DATA SECTION below:

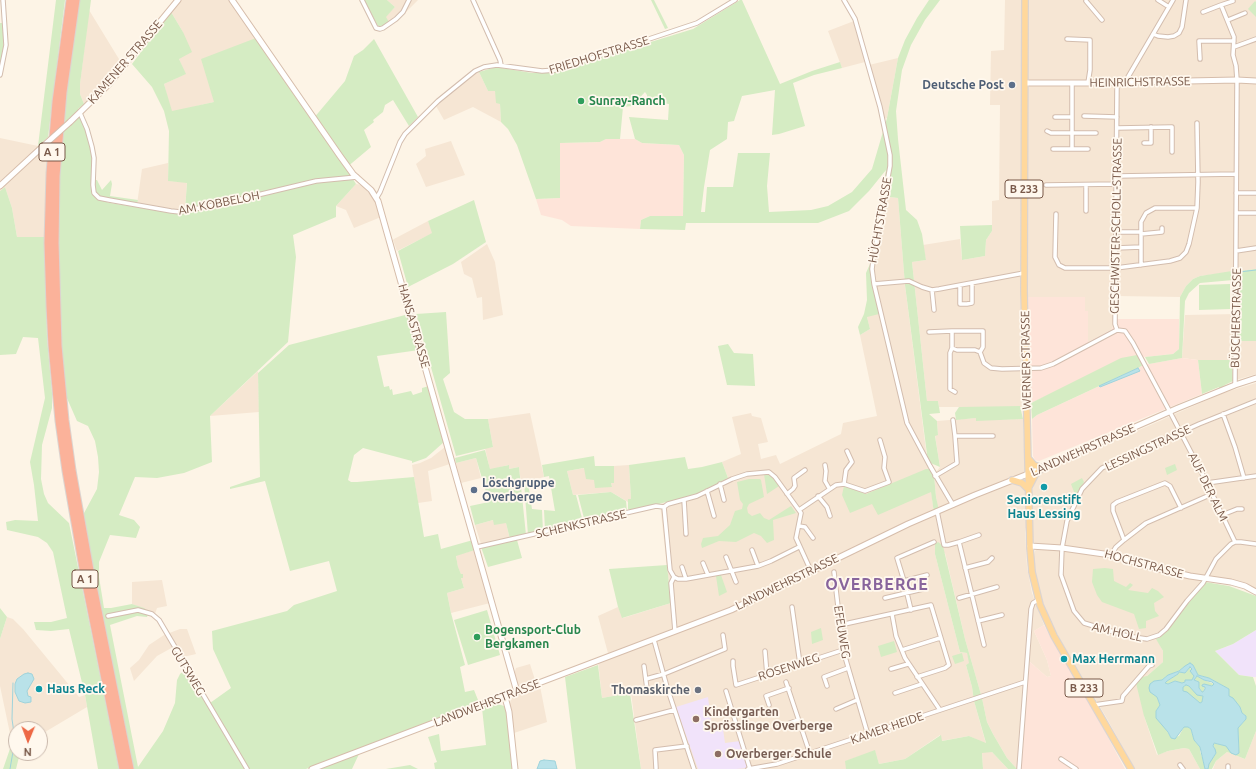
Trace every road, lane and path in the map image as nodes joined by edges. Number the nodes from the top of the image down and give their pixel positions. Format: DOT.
graph roads {
  1 [pos="2,0"];
  2 [pos="70,0"];
  3 [pos="76,0"];
  4 [pos="178,0"];
  5 [pos="232,0"];
  6 [pos="362,0"];
  7 [pos="409,0"];
  8 [pos="473,0"];
  9 [pos="735,0"];
  10 [pos="844,0"];
  11 [pos="1025,0"];
  12 [pos="1086,0"];
  13 [pos="1158,0"];
  14 [pos="1173,0"];
  15 [pos="1186,0"];
  16 [pos="1233,1"];
  17 [pos="1221,5"];
  18 [pos="1169,7"];
  19 [pos="1203,12"];
  20 [pos="1245,13"];
  21 [pos="1102,20"];
  22 [pos="1228,20"];
  23 [pos="2,22"];
  24 [pos="1153,34"];
  25 [pos="1067,39"];
  26 [pos="1256,39"];
  27 [pos="1234,41"];
  28 [pos="1234,47"];
  29 [pos="1200,59"];
  30 [pos="501,65"];
  31 [pos="0,75"];
  32 [pos="1237,80"];
  33 [pos="1256,81"];
  34 [pos="1126,82"];
  35 [pos="1025,83"];
  36 [pos="1072,83"];
  37 [pos="1088,83"];
  38 [pos="1117,83"];
  39 [pos="80,113"];
  40 [pos="1084,116"];
  41 [pos="1055,117"];
  42 [pos="1072,117"];
  43 [pos="1117,117"];
  44 [pos="1197,123"];
  45 [pos="1151,127"];
  46 [pos="1117,128"];
  47 [pos="1047,131"];
  48 [pos="1072,133"];
  49 [pos="1096,133"];
  50 [pos="1144,143"];
  51 [pos="1151,143"];
  52 [pos="1156,143"];
  53 [pos="1054,149"];
  54 [pos="1072,149"];
  55 [pos="1088,149"];
  56 [pos="1172,152"];
  57 [pos="1236,174"];
  58 [pos="1198,175"];
  59 [pos="1117,176"];
  60 [pos="357,177"];
  61 [pos="1,184"];
  62 [pos="1086,184"];
  63 [pos="1117,184"];
  64 [pos="1046,185"];
  65 [pos="1236,193"];
  66 [pos="1256,193"];
  67 [pos="376,197"];
  68 [pos="1197,208"];
  69 [pos="1086,211"];
  70 [pos="1236,213"];
  71 [pos="1256,213"];
  72 [pos="1056,214"];
  73 [pos="1162,228"];
  74 [pos="1116,232"];
  75 [pos="1141,233"];
  76 [pos="1141,247"];
  77 [pos="1116,248"];
  78 [pos="1256,248"];
  79 [pos="1236,251"];
  80 [pos="1141,265"];
  81 [pos="1116,268"];
  82 [pos="1024,273"];
  83 [pos="874,284"];
  84 [pos="972,284"];
  85 [pos="960,286"];
  86 [pos="932,290"];
  87 [pos="934,310"];
  88 [pos="1117,330"];
  89 [pos="929,332"];
  90 [pos="952,332"];
  91 [pos="952,348"];
  92 [pos="980,352"];
  93 [pos="1026,369"];
  94 [pos="1256,378"];
  95 [pos="1235,385"];
  96 [pos="955,392"];
  97 [pos="1256,402"];
  98 [pos="1170,412"];
  99 [pos="1223,414"];
  100 [pos="953,420"];
  101 [pos="1181,433"];
  102 [pos="956,436"];
  103 [pos="993,436"];
  104 [pos="880,440"];
  105 [pos="847,451"];
  106 [pos="1028,458"];
  107 [pos="825,465"];
  108 [pos="1042,468"];
  109 [pos="805,470"];
  110 [pos="1028,474"];
  111 [pos="935,476"];
  112 [pos="1256,476"];
  113 [pos="1244,478"];
  114 [pos="1012,480"];
  115 [pos="1207,483"];
  116 [pos="720,484"];
  117 [pos="844,484"];
  118 [pos="830,488"];
  119 [pos="1028,489"];
  120 [pos="707,491"];
  121 [pos="787,494"];
  122 [pos="1212,494"];
  123 [pos="818,496"];
  124 [pos="684,500"];
  125 [pos="724,500"];
  126 [pos="953,504"];
  127 [pos="664,507"];
  128 [pos="1181,508"];
  129 [pos="1242,509"];
  130 [pos="799,510"];
  131 [pos="937,511"];
  132 [pos="1222,515"];
  133 [pos="714,516"];
  134 [pos="830,516"];
  135 [pos="799,526"];
  136 [pos="686,534"];
  137 [pos="979,535"];
  138 [pos="813,538"];
  139 [pos="1124,540"];
  140 [pos="934,542"];
  141 [pos="959,542"];
  142 [pos="1235,542"];
  143 [pos="1256,544"];
  144 [pos="1030,546"];
  145 [pos="477,547"];
  146 [pos="800,547"];
  147 [pos="1062,548"];
  148 [pos="752,550"];
  149 [pos="1111,555"];
  150 [pos="726,557"];
  151 [pos="992,558"];
  152 [pos="703,563"];
  153 [pos="758,566"];
  154 [pos="682,567"];
  155 [pos="965,568"];
  156 [pos="731,571"];
  157 [pos="811,571"];
  158 [pos="834,572"];
  159 [pos="708,575"];
  160 [pos="927,576"];
  161 [pos="674,577"];
  162 [pos="686,579"];
  163 [pos="1204,579"];
  164 [pos="904,580"];
  165 [pos="736,582"];
  166 [pos="875,582"];
  167 [pos="997,587"];
  168 [pos="923,589"];
  169 [pos="1256,592"];
  170 [pos="907,593"];
  171 [pos="972,594"];
  172 [pos="885,598"];
  173 [pos="960,598"];
  174 [pos="1039,603"];
  175 [pos="792,607"];
  176 [pos="911,610"];
  177 [pos="892,614"];
  178 [pos="1002,615"];
  179 [pos="108,616"];
  180 [pos="978,621"];
  181 [pos="840,625"];
  182 [pos="675,631"];
  183 [pos="723,635"];
  184 [pos="940,638"];
  185 [pos="654,640"];
  186 [pos="984,646"];
  187 [pos="842,650"];
  188 [pos="902,650"];
  189 [pos="765,651"];
  190 [pos="733,661"];
  191 [pos="800,664"];
  192 [pos="908,664"];
  193 [pos="1152,665"];
  194 [pos="644,666"];
  195 [pos="848,668"];
  196 [pos="891,669"];
  197 [pos="664,674"];
  198 [pos="767,675"];
  199 [pos="917,677"];
  200 [pos="646,679"];
  201 [pos="786,682"];
  202 [pos="1025,682"];
  203 [pos="922,684"];
  204 [pos="827,686"];
  205 [pos="789,688"];
  206 [pos="647,689"];
  207 [pos="726,691"];
  208 [pos="517,692"];
  209 [pos="895,693"];
  210 [pos="504,697"];
  211 [pos="857,700"];
  212 [pos="769,705"];
  213 [pos="1094,705"];
  214 [pos="836,709"];
  215 [pos="674,710"];
  216 [pos="940,710"];
  217 [pos="636,720"];
  218 [pos="798,720"];
  219 [pos="777,728"];
  220 [pos="868,735"];
  221 [pos="687,746"];
  222 [pos="810,754"];
  223 [pos="1061,759"];
  224 [pos="1180,765"];
  225 [pos="656,768"];
  226 [pos="123,769"];
  227 [pos="130,769"];
  228 [pos="247,769"];
  229 [pos="312,769"];
  230 [pos="515,769"];
  231 [pos="694,769"];
  232 [pos="750,769"];
  233 [pos="1019,769"];
  234 [pos="1076,769"];
  235 [pos="1131,769"];
  236 [pos="1183,769"];
  1 -- 23 [label="street"];
  2 -- 226 [label="highway, A 1"];
  3 -- 227 [label="highway, A 1"];
  4 -- 39 [label="street, KAMENER STRASSE"];
  5 -- 60 [label="street, HANSASTRASSE"];
  6 -- 7 [label="street"];
  8 -- 30 [label="street"];
  9 -- 30 [label="street, FRIEDHOFSTRASSE"];
  10 -- 83 [label="street, HÜCHTSTRASSE"];
  11 -- 35 [label="main road, WERNER STRASSE / B 233"];
  12 -- 21 [label="street"];
  13 -- 18 [label="street"];
  14 -- 18 [label="street"];
  15 -- 24 [label="street"];
  16 -- 17 [label="street"];
  17 -- 19 [label="street"];
  17 -- 22 [label="street, BÜSCHERSTRASSE"];
  18 -- 24 [label="street"];
  20 -- 22 [label="street"];
  22 -- 27 [label="street, BÜSCHERSTRASSE"];
  23 -- 31 [label="street"];
  24 -- 34 [label="street"];
  25 -- 37 [label="street"];
  26 -- 28 [label="street"];
  27 -- 28 [label="street, BÜSCHERSTRASSE"];
  27 -- 29 [label="street"];
  28 -- 32 [label="street, BÜSCHERSTRASSE"];
  30 -- 67 [label="street, FRIEDHOFSTRASSE"];
  32 -- 33 [label="street, HEINRICHSTRASSE"];
  32 -- 34 [label="street, HEINRICHSTRASSE"];
  32 -- 57 [label="street, BÜSCHERSTRASSE"];
  34 -- 38 [label="street, HEINRICHSTRASSE"];
  35 -- 36 [label="street, HEINRICHSTRASSE"];
  35 -- 82 [label="main road, WERNER STRASSE / B 233"];
  36 -- 37 [label="street, HEINRICHSTRASSE"];
  36 -- 42 [label="street"];
  37 -- 38 [label="street, HEINRICHSTRASSE"];
  38 -- 43 [label="street, GESCHWISTER-SCHOLL-STRASSE"];
  39 -- 60 [label="street, AM KOBBELOH"];
  39 -- 61 [label="street, KAMENER STRASSE, bridge"];
  40 -- 43 [label="street"];
  41 -- 42 [label="street"];
  42 -- 48 [label="street"];
  43 -- 46 [label="street, GESCHWISTER-SCHOLL-STRASSE"];
  44 -- 58 [label="street"];
  45 -- 46 [label="street"];
  45 -- 51 [label="street"];
  45 -- 56 [label="street"];
  46 -- 59 [label="street, GESCHWISTER-SCHOLL-STRASSE"];
  47 -- 48 [label="street"];
  48 -- 49 [label="street"];
  48 -- 54 [label="street"];
  50 -- 51 [label="street"];
  51 -- 52 [label="street"];
  53 -- 54 [label="street"];
  54 -- 55 [label="street"];
  57 -- 58 [label="street"];
  57 -- 65 [label="street, BÜSCHERSTRASSE"];
  58 -- 59 [label="street"];
  58 -- 68 [label="street"];
  59 -- 63 [label="street, GESCHWISTER-SCHOLL-STRASSE"];
  60 -- 67 [label="street, HANSASTRASSE"];
  62 -- 63 [label="street"];
  62 -- 64 [label="street"];
  62 -- 69 [label="street"];
  63 -- 74 [label="street, GESCHWISTER-SCHOLL-STRASSE"];
  65 -- 66 [label="street"];
  65 -- 70 [label="street, BÜSCHERSTRASSE"];
  67 -- 145 [label="street, HANSASTRASSE"];
  68 -- 75 [label="street"];
  68 -- 80 [label="street"];
  70 -- 71 [label="street"];
  70 -- 79 [label="street, BÜSCHERSTRASSE"];
  72 -- 81 [label="street"];
  73 -- 75 [label="street"];
  74 -- 75 [label="street"];
  74 -- 77 [label="street, GESCHWISTER-SCHOLL-STRASSE"];
  75 -- 76 [label="street"];
  76 -- 77 [label="street"];
  76 -- 80 [label="street"];
  77 -- 81 [label="street, GESCHWISTER-SCHOLL-STRASSE"];
  78 -- 79 [label="street, BÜSCHERSTRASSE"];
  79 -- 95 [label="street, BÜSCHERSTRASSE"];
  80 -- 81 [label="street"];
  81 -- 88 [label="street, GESCHWISTER-SCHOLL-STRASSE"];
  82 -- 84 [label="street"];
  82 -- 93 [label="main road, WERNER STRASSE / B 233"];
  83 -- 86 [label="street"];
  83 -- 111 [label="street, HÜCHTSTRASSE"];
  84 -- 85 [label="street"];
  84 -- 85 [label="street"];
  85 -- 86 [label="street"];
  86 -- 87 [label="street"];
  88 -- 93 [label="street"];
  88 -- 98 [label="street, GESCHWISTER-SCHOLL-STRASSE"];
  89 -- 90 [label="street"];
  90 -- 91 [label="street"];
  90 -- 92 [label="street"];
  91 -- 92 [label="street"];
  91 -- 96 [label="street"];
  92 -- 93 [label="street"];
  93 -- 106 [label="main road, WERNER STRASSE / B 233"];
  94 -- 95 [label="street, LANDWEHRSTRASSE"];
  95 -- 98 [label="street, LANDWEHRSTRASSE"];
  97 -- 99 [label="street, LESSINGSTRASSE"];
  98 -- 101 [label="street, AUF DER ALM"];
  98 -- 108 [label="street, LANDWEHRSTRASSE"];
  99 -- 101 [label="street, LESSINGSTRASSE"];
  99 -- 113 [label="street"];
  100 -- 102 [label="street"];
  101 -- 115 [label="street, AUF DER ALM"];
  101 -- 147 [label="street, LESSINGSTRASSE"];
  102 -- 103 [label="street"];
  102 -- 111 [label="street"];
  104 -- 117 [label="street"];
  105 -- 117 [label="street"];
  106 -- 108 [label="main road"];
  106 -- 110 [label="main road, WERNER STRASSE / B 233"];
  107 -- 118 [label="street"];
  108 -- 110 [label="street, LANDWEHRSTRASSE"];
  108 -- 119 [label="main road"];
  109 -- 121 [label="street"];
  110 -- 114 [label="street, LANDWEHRSTRASSE"];
  110 -- 119 [label="main road, WERNER STRASSE / B 233"];
  111 -- 126 [label="street, HÜCHTSTRASSE"];
  112 -- 113 [label="street"];
  113 -- 115 [label="street"];
  114 -- 119 [label="main road"];
  114 -- 126 [label="street, LANDWEHRSTRASSE"];
  115 -- 122 [label="street, AUF DER ALM"];
  116 -- 120 [label="street, SCHENKSTRASSE"];
  116 -- 121 [label="street, SCHENKSTRASSE"];
  116 -- 125 [label="street"];
  117 -- 118 [label="street"];
  118 -- 123 [label="street"];
  119 -- 144 [label="main road, WERNER STRASSE / B 233"];
  120 -- 124 [label="street, SCHENKSTRASSE"];
  120 -- 133 [label="street"];
  121 -- 130 [label="street"];
  122 -- 128 [label="street"];
  122 -- 132 [label="street, AUF DER ALM"];
  123 -- 130 [label="street"];
  123 -- 134 [label="street"];
  124 -- 127 [label="street, SCHENKSTRASSE"];
  124 -- 136 [label="street"];
  126 -- 131 [label="street, LANDWEHRSTRASSE"];
  127 -- 145 [label="street, SCHENKSTRASSE"];
  127 -- 161 [label="street"];
  128 -- 139 [label="street"];
  128 -- 139 [label="street"];
  129 -- 132 [label="street"];
  130 -- 135 [label="street"];
  131 -- 141 [label="street"];
  131 -- 157 [label="street, LANDWEHRSTRASSE"];
  132 -- 142 [label="street, AUF DER ALM"];
  135 -- 138 [label="street"];
  135 -- 146 [label="street"];
  137 -- 141 [label="street"];
  139 -- 149 [label="street"];
  140 -- 164 [label="street"];
  141 -- 155 [label="street"];
  142 -- 143 [label="street"];
  142 -- 163 [label="street, AM HOLL"];
  144 -- 147 [label="street, HOCHSTRASSE"];
  144 -- 174 [label="main road, WERNER STRASSE / B 233"];
  145 -- 208 [label="street, HANSASTRASSE"];
  146 -- 153 [label="street"];
  146 -- 157 [label="street"];
  147 -- 149 [label="street, HOCHSTRASSE"];
  147 -- 163 [label="street, AM HOLL"];
  148 -- 153 [label="street"];
  149 -- 163 [label="street, HOCHSTRASSE"];
  150 -- 156 [label="street"];
  151 -- 155 [label="street"];
  152 -- 159 [label="street"];
  153 -- 156 [label="street"];
  154 -- 162 [label="street"];
  155 -- 171 [label="street"];
  156 -- 159 [label="street"];
  156 -- 165 [label="street"];
  157 -- 182 [label="street, LANDWEHRSTRASSE"];
  158 -- 181 [label="street, EFEUWEG"];
  159 -- 162 [label="street"];
  160 -- 164 [label="street"];
  161 -- 162 [label="street"];
  161 -- 182 [label="street"];
  163 -- 169 [label="street, HOCHSTRASSE"];
  164 -- 166 [label="street"];
  164 -- 170 [label="street"];
  167 -- 171 [label="street"];
  168 -- 170 [label="street"];
  170 -- 172 [label="street"];
  170 -- 176 [label="street"];
  171 -- 173 [label="street"];
  171 -- 180 [label="street"];
  174 -- 202 [label="street"];
  174 -- 213 [label="main road, WERNER STRASSE / B 233"];
  175 -- 191 [label="street"];
  176 -- 177 [label="street"];
  176 -- 184 [label="street"];
  177 -- 181 [label="street"];
  177 -- 188 [label="street"];
  178 -- 180 [label="street"];
  179 -- 228 [label="street, GUTSWEG"];
  180 -- 186 [label="street"];
  181 -- 187 [label="street, EFEUWEG"];
  182 -- 185 [label="street, LANDWEHRSTRASSE"];
  183 -- 197 [label="street"];
  184 -- 188 [label="street"];
  184 -- 199 [label="street"];
  185 -- 197 [label="street"];
  185 -- 208 [label="street, LANDWEHRSTRASSE"];
  187 -- 191 [label="street, ROSENWEG"];
  187 -- 195 [label="street, EFEUWEG"];
  188 -- 192 [label="street"];
  189 -- 198 [label="street"];
  190 -- 198 [label="street, ROSENWEG"];
  191 -- 198 [label="street, ROSENWEG"];
  192 -- 196 [label="street"];
  192 -- 199 [label="street"];
  193 -- 213 [label="street"];
  194 -- 200 [label="street"];
  195 -- 204 [label="street, EFEUWEG"];
  195 -- 211 [label="street, EFEUWEG"];
  197 -- 200 [label="street"];
  197 -- 215 [label="street"];
  199 -- 203 [label="street"];
  200 -- 206 [label="street"];
  201 -- 205 [label="street"];
  202 -- 216 [label="street, KAMER HEIDE"];
  202 -- 233 [label="street"];
  203 -- 209 [label="street"];
  203 -- 216 [label="street"];
  205 -- 212 [label="street"];
  205 -- 218 [label="street"];
  207 -- 232 [label="street"];
  208 -- 210 [label="street, LANDWEHRSTRASSE"];
  210 -- 229 [label="street, LANDWEHRSTRASSE"];
  210 -- 230 [label="street"];
  211 -- 214 [label="street"];
  211 -- 220 [label="street, EFEUWEG"];
  213 -- 235 [label="main road, WERNER STRASSE / B 233"];
  215 -- 217 [label="street"];
  215 -- 221 [label="street"];
  216 -- 220 [label="street, KAMER HEIDE"];
  218 -- 219 [label="street"];
  218 -- 222 [label="street"];
  220 -- 222 [label="street, KAMER HEIDE"];
  221 -- 225 [label="street"];
  221 -- 231 [label="street"];
  222 -- 232 [label="street, KAMER HEIDE"];
  223 -- 234 [label="street"];
  224 -- 236 [label="street"];
}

End of DATA SECTION.

■ AIM OF THE TASK ■
Scan the entries above for the word "highway", then copy every line in which it occurs.

■ EXERCISE OUTPUT ■
  2 -- 226 [label="highway, A 1"];
  3 -- 227 [label="highway, A 1"];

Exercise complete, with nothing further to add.